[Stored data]
§

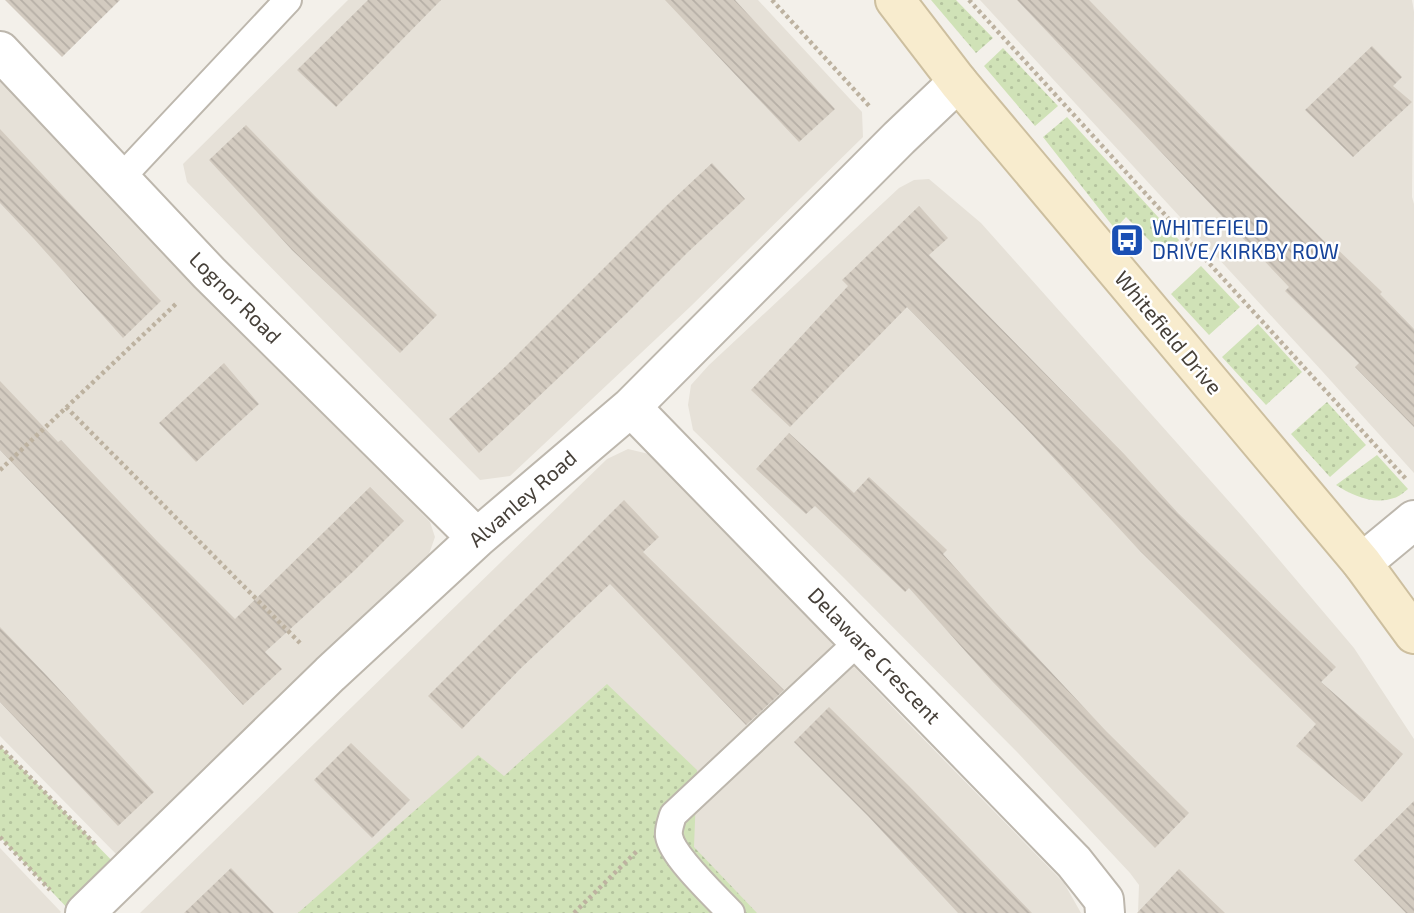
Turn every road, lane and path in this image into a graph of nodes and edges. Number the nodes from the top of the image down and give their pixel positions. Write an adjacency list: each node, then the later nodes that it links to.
1 (288, 0): 8 (lane)
2 (772, 0): 7 (path)
3 (895, 0): 6 (main road, Whitefield Drive)
4 (969, 0): 13 (path)
5 (0, 51): 8 (street, Lognor Road)
6 (958, 82): 7 (street, Alvanley Road); 16 (main road, Whitefield Drive)
7 (899, 138): 11 (street, Alvanley Road)
8 (120, 179): 9 (street, Lognor Road)
9 (209, 273): 10 (path); 15 (street, Lognor Road)
10 (66, 407): 12 (path); 19 (path)
11 (631, 407): 15 (street, Alvanley Road); 18 (street, Delaware Crescent)
12 (0, 470)
13 (1414, 487)
14 (1414, 520): 16 (street)
15 (477, 538): 19 (street, Alvanley Road)
16 (1362, 564): 17 (main road, Whitefield Drive)
17 (1414, 634)
18 (859, 641): 21 (lane); 27 (street, Delaware Crescent)
19 (330, 674): 23 (street, Alvanley Road)
20 (0, 746): 23 (path)
21 (673, 815): 25 (path); 26 (lane)
22 (0, 837): 24 (path)
23 (125, 874): 24 (street, Alvanley Road)
24 (70, 903)
25 (574, 913)
26 (731, 913)
27 (1105, 913)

§

What to do:
Could you retype every record exactly, leaving the pictures out?

Output for this exercise:
Turn every road, lane and path in this image into a graph of nodes and edges. Number the nodes from the top of the image down and give their pixel positions. Write an adjacency list: each node, then the later nodes that it links to.
1 (288, 0): 8 (lane)
2 (772, 0): 7 (path)
3 (895, 0): 6 (main road, Whitefield Drive)
4 (969, 0): 13 (path)
5 (0, 51): 8 (street, Lognor Road)
6 (958, 82): 7 (street, Alvanley Road); 16 (main road, Whitefield Drive)
7 (899, 138): 11 (street, Alvanley Road)
8 (120, 179): 9 (street, Lognor Road)
9 (209, 273): 10 (path); 15 (street, Lognor Road)
10 (66, 407): 12 (path); 19 (path)
11 (631, 407): 15 (street, Alvanley Road); 18 (street, Delaware Crescent)
12 (0, 470)
13 (1414, 487)
14 (1414, 520): 16 (street)
15 (477, 538): 19 (street, Alvanley Road)
16 (1362, 564): 17 (main road, Whitefield Drive)
17 (1414, 634)
18 (859, 641): 21 (lane); 27 (street, Delaware Crescent)
19 (330, 674): 23 (street, Alvanley Road)
20 (0, 746): 23 (path)
21 (673, 815): 25 (path); 26 (lane)
22 (0, 837): 24 (path)
23 (125, 874): 24 (street, Alvanley Road)
24 (70, 903)
25 (574, 913)
26 (731, 913)
27 (1105, 913)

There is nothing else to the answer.